• [Try it]:
Tally every line below where "Riverdale" appears, then report the total alone.

━━━━━━━━━━━━━━━━━━━━━━━━━━━━━━

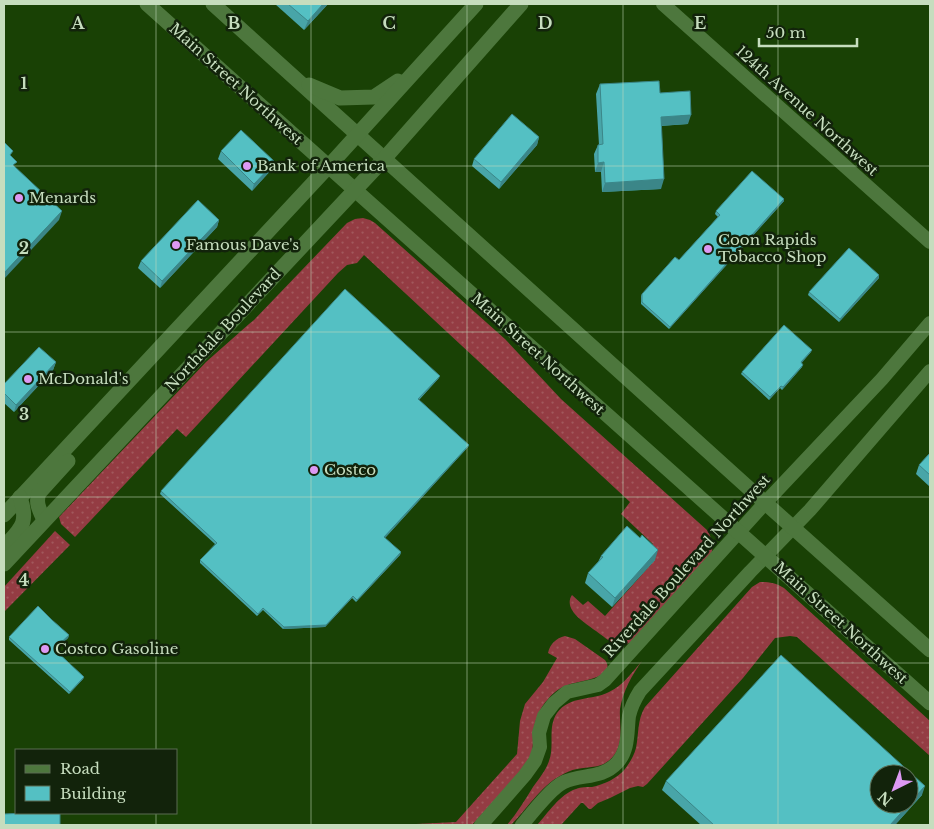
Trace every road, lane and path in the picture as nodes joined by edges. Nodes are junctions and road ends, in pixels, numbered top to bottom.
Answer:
1 (147, 4) edge
2 (213, 4) edge
3 (476, 4) edge
4 (521, 4) edge
5 (662, 4) edge
6 (416, 69) junction
7 (297, 80) junction
8 (358, 134) junction
9 (384, 159) junction
10 (328, 167) junction
11 (355, 190) junction
12 (930, 242) edge
13 (930, 323) edge
14 (930, 371) edge
15 (83, 430) junction
16 (20, 497) junction
17 (765, 503) junction
18 (4, 515) edge
19 (44, 520) junction
20 (793, 526) junction
21 (739, 533) junction
22 (4, 547) edge
23 (765, 555) junction
24 (4, 564) edge
25 (930, 650) edge
26 (930, 703) edge
27 (481, 825) edge
28 (522, 825) edge

1 - 10 main road, Main Street Northwest
2 - 7 main road
3 - 6 main road
4 - 9 main road, Northdale Boulevard
5 - 12 street, 124th Avenue Northwest
6 - 7 main road
6 - 8 main road
7 - 8 main road
8 - 9 main road
8 - 10 main road
9 - 11 main road, Northdale Boulevard
9 - 17 main road
10 - 11 main road, Main Street Northwest
10 - 15 main road
11 - 19 main road, Northdale Boulevard
11 - 21 main road, Main Street Northwest
13 - 17 street, Riverdale Boulevard Northwest
14 - 20 street
15 - 16 main road
15 - 19 main road
16 - 18 main road
16 - 22 main road
17 - 20 main road
17 - 21 street, Riverdale Boulevard Northwest
19 - 24 main road, Northdale Boulevard
20 - 23 street
20 - 25 main road
21 - 23 main road, Main Street Northwest
21 - 27 street, Riverdale Boulevard Northwest
23 - 26 main road, Main Street Northwest
23 - 28 street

━━━━━━━━━━━━━━━━━━━━━━━━━━━━━━

• [Solution]:
3